Home

A Seriously Hacky Editor

Estimated Reading Time: 5.74 minutes.

A little while ago, I made a truly horrible abomination of an editor, called selfedit.

When I say this is an abomination, I mean it.

Documents created with it, if emailed, will usually be destroyed by the email provider. Browser support is complicated, but not great.

It took me approximately fifteen minutes total to throw the whole thing together.

Now that I've hopefully drilled into your head that this is a bad idea, lets drill into it!


Base Components

<div id="c" contenteditable></div>
<a id="p"></a>
<script>...</script>
<style>
#p {
  display: block;
  margin: 0 auto;
  padding: 1.5em;
  text-align: center;
}

#c {
  width: 80%;
  padding: 1em;
  margin: 0 auto;
  box-shadow: 0px 0px 5px 0px rgba(0,0,0,0.75);
  border-radius: 0.2em;
  line-height:1.5;font-size: 1em;
}

pre {
  font-family:Consolas,Monaco,Lucida Console,Liberation Mono,DejaVu Sans Mono,Bitstream Vera Sans Mono,Courier New, monospace;
  padding-left: 1.5em;
}

.quote {
  padding-left: 0.5em;
  border-left: 6px solid #ccc;
  background-color: #f1f1f1;

}
</style>

There are exactly four parts to selfedit.

  1. Somewhere we can put our content. Our content-editable div.

  2. Somewhere we can put our payload. This link will contain both any content, and the editor itself. Thus, having the link is enough to reproduce the document. No server required.

  3. Our script. We'll go into this for the majority of this post, later.

  4. Some basic styling. Editors need decent styles. A few simple rules and we end up with something half decent.


Self-Hosted Link

It may come as a surprise to some readers that a link can, in fact, contain the entirety of its own content. This is via something called data URIs.
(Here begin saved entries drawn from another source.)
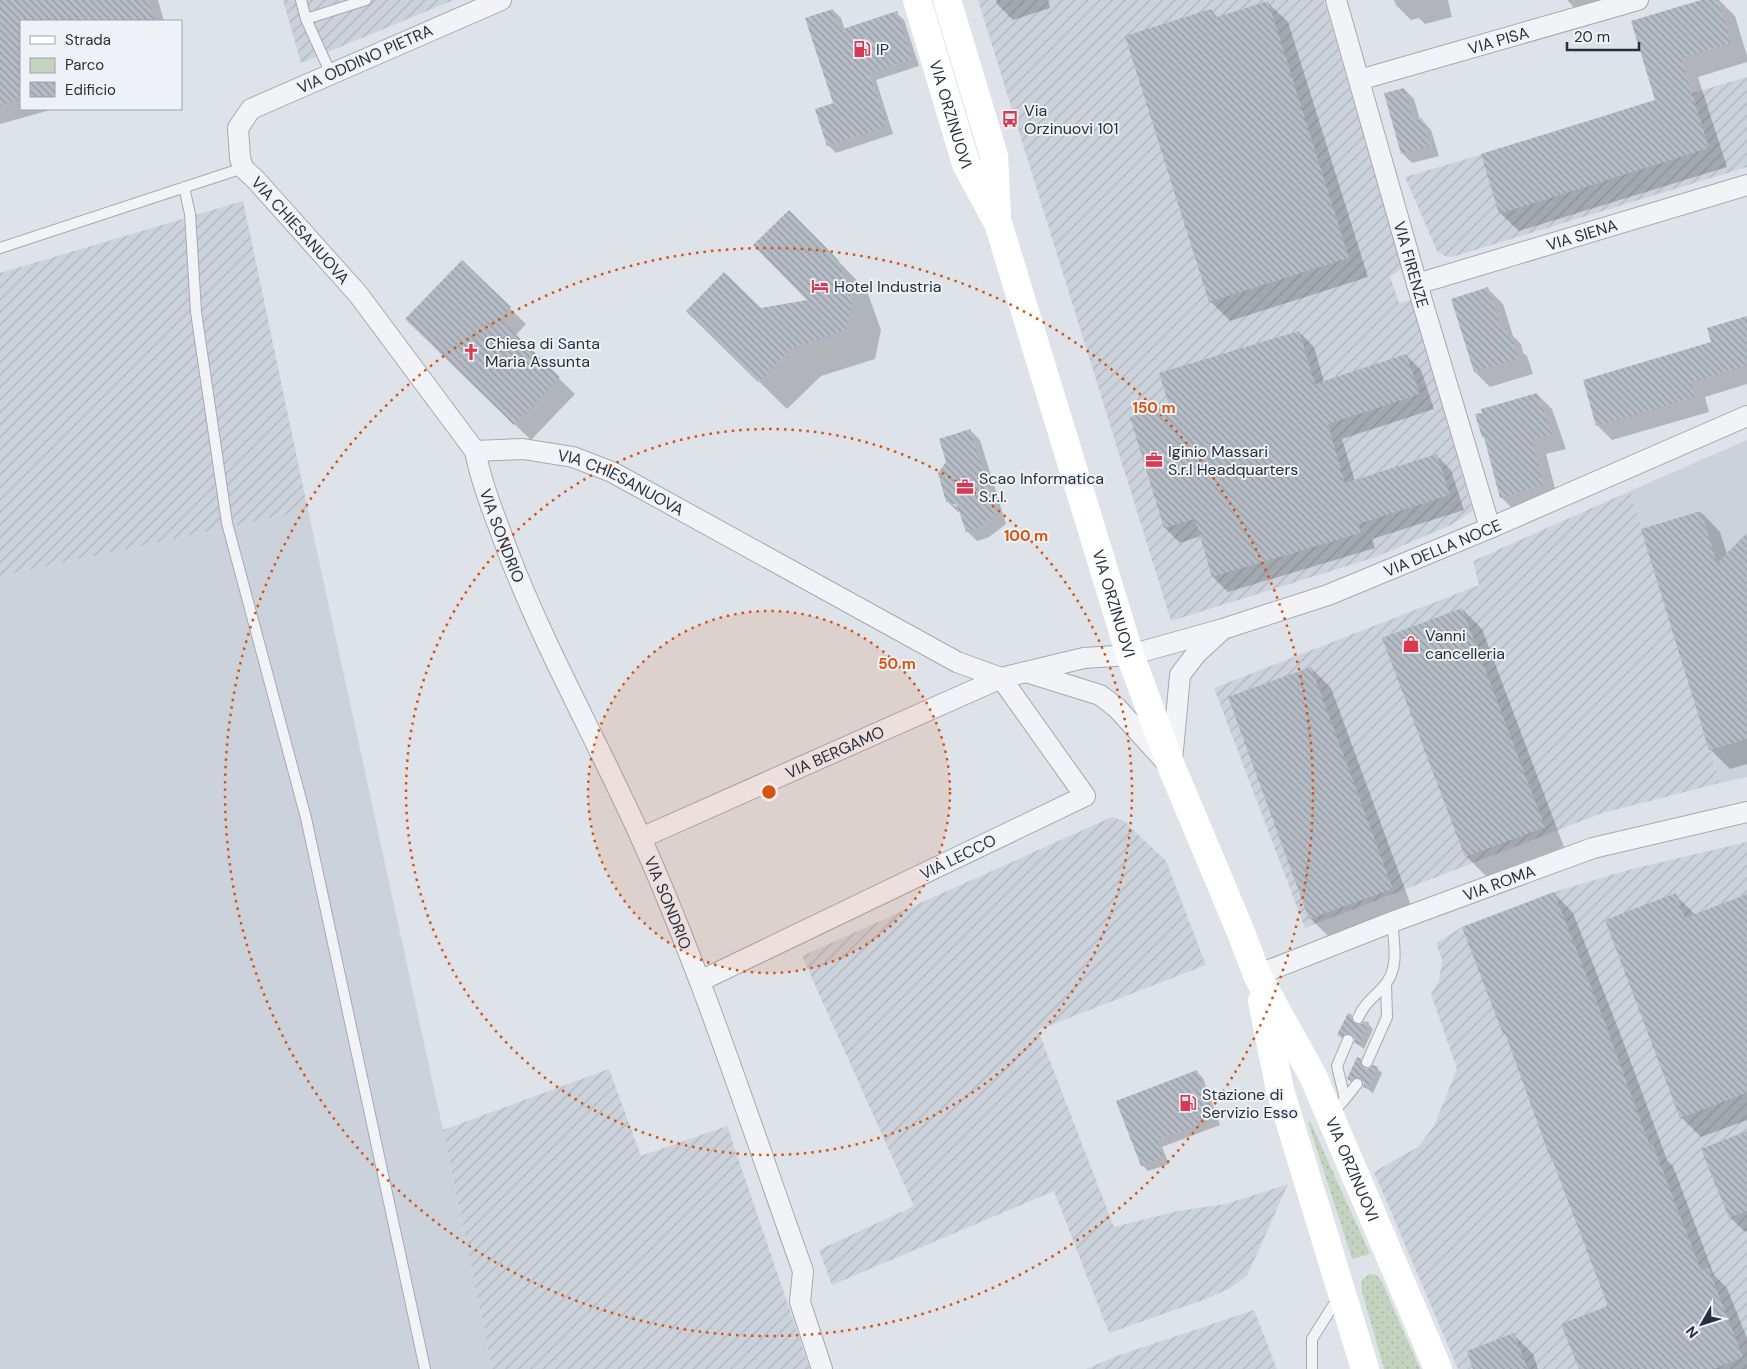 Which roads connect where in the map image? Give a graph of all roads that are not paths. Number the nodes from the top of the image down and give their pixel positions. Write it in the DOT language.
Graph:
graph roads {
  1 [pos="301,0"];
  2 [pos="366,0"];
  3 [pos="501,0"];
  4 [pos="917,0"];
  5 [pos="947,0"];
  6 [pos="1336,0"];
  7 [pos="1638,0"];
  8 [pos="306,19"];
  9 [pos="331,74"];
  10 [pos="1359,80"];
  11 [pos="238,128"];
  12 [pos="243,168"];
  13 [pos="1747,185"];
  14 [pos="184,187"];
  15 [pos="998,223"];
  16 [pos="0,248"];
  17 [pos="1417,284"];
  18 [pos="1747,416"];
  19 [pos="475,451"];
  20 [pos="1490,528"];
  21 [pos="1223,629"];
  22 [pos="1130,655"];
  23 [pos="1026,672"];
  24 [pos="1001,678"];
  25 [pos="1172,768"];
  26 [pos="1747,812"];
  27 [pos="641,838"];
  28 [pos="1392,922"];
  29 [pos="1257,976"];
  30 [pos="700,981"];
  31 [pos="1386,985"];
  32 [pos="1358,1018"];
  33 [pos="1348,1040"];
  34 [pos="1367,1062"];
  35 [pos="1358,1084"];
  36 [pos="1338,1108"];
  37 [pos="1342,1291"];
  38 [pos="425,1369"];
  39 [pos="822,1369"];
  40 [pos="1312,1369"];
  41 [pos="1366,1369"];
  42 [pos="1438,1369"];
  1 -- 8 [label="lane"];
  2 -- 8 [label="lane"];
  3 -- 9 [label="street, VIA ODDINO PIETRA"];
  4 -- 15 [label="main road, VIA ORZINUOVI"];
  5 -- 15 [label="main road, VIA ORZINUOVI"];
  6 -- 10 [label="street, VIA FIRENZE"];
  7 -- 10 [label="street, VIA PISA"];
  8 -- 9 [label="lane"];
  9 -- 11 [label="street, VIA ODDINO PIETRA"];
  10 -- 17 [label="street, VIA FIRENZE"];
  11 -- 12 [label="street, VIA CHIESANUOVA"];
  12 -- 14 [label="lane"];
  12 -- 19 [label="street, VIA CHIESANUOVA"];
  13 -- 17 [label="street, VIA SIENA"];
  14 -- 16 [label="lane"];
  14 -- 38 [label="lane"];
  15 -- 22 [label="main road, VIA ORZINUOVI"];
  17 -- 20 [label="street, VIA FIRENZE"];
  18 -- 20 [label="street, VIA DELLA NOCE"];
  19 -- 24 [label="street, VIA CHIESANUOVA"];
  19 -- 27 [label="street, VIA SONDRIO"];
  20 -- 21 [label="street, VIA DELLA NOCE"];
  21 -- 22 [label="street, VIA DELLA NOCE"];
  21 -- 25 [label="street"];
  22 -- 23 [label="street"];
  22 -- 25 [label="main road, VIA ORZINUOVI"];
  23 -- 24 [label="street"];
  23 -- 25 [label="street"];
  24 -- 27 [label="street, VIA BERGAMO"];
  24 -- 30 [label="street, VIA LECCO"];
  25 -- 29 [label="main road, VIA ORZINUOVI"];
  26 -- 28 [label="street, VIA ROMA"];
  27 -- 30 [label="street, VIA SONDRIO"];
  28 -- 29 [label="street, VIA ROMA"];
  28 -- 31 [label="lane"];
  29 -- 36 [label="main road, VIA ORZINUOVI"];
  29 -- 37 [label="main road, VIA ORZINUOVI"];
  30 -- 39 [label="street, VIA SONDRIO"];
  31 -- 32 [label="lane"];
  31 -- 34 [label="lane"];
  33 -- 36 [label="lane"];
  35 -- 36 [label="lane"];
  36 -- 42 [label="main road, VIA ORZINUOVI"];
  37 -- 40 [label="lane"];
  37 -- 41 [label="main road, VIA ORZINUOVI"];
}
A data URI can take a lot of forms, but the one we're interested in is:

data:text/html;base64,$PAYLOAD

We tell the browser the link contains valid HTML, which is encoded in base64 (so that we can stick non-URL-safe characters into the link), and then $PAYLOAD contains the encoded values.

Now, because data URIs are so unsafe, most email providers strip them if you try and send them, even in plain text. Browsers can prevent you copying them to the clipboard in some cases. A data URI containing HTML should pretty much never be trusted.

(There are safer data URIs. Like image files. But, that's another discussion.)

Constructing this link is actually extremely trivial for us:

var p = document.getElementById('p');

...

p.textContent = 'Copy me';
p.href = "data:text/html;base64," + btoa(c.parentElement.innerHTML);

Voila! We now have a link that contains the page itself.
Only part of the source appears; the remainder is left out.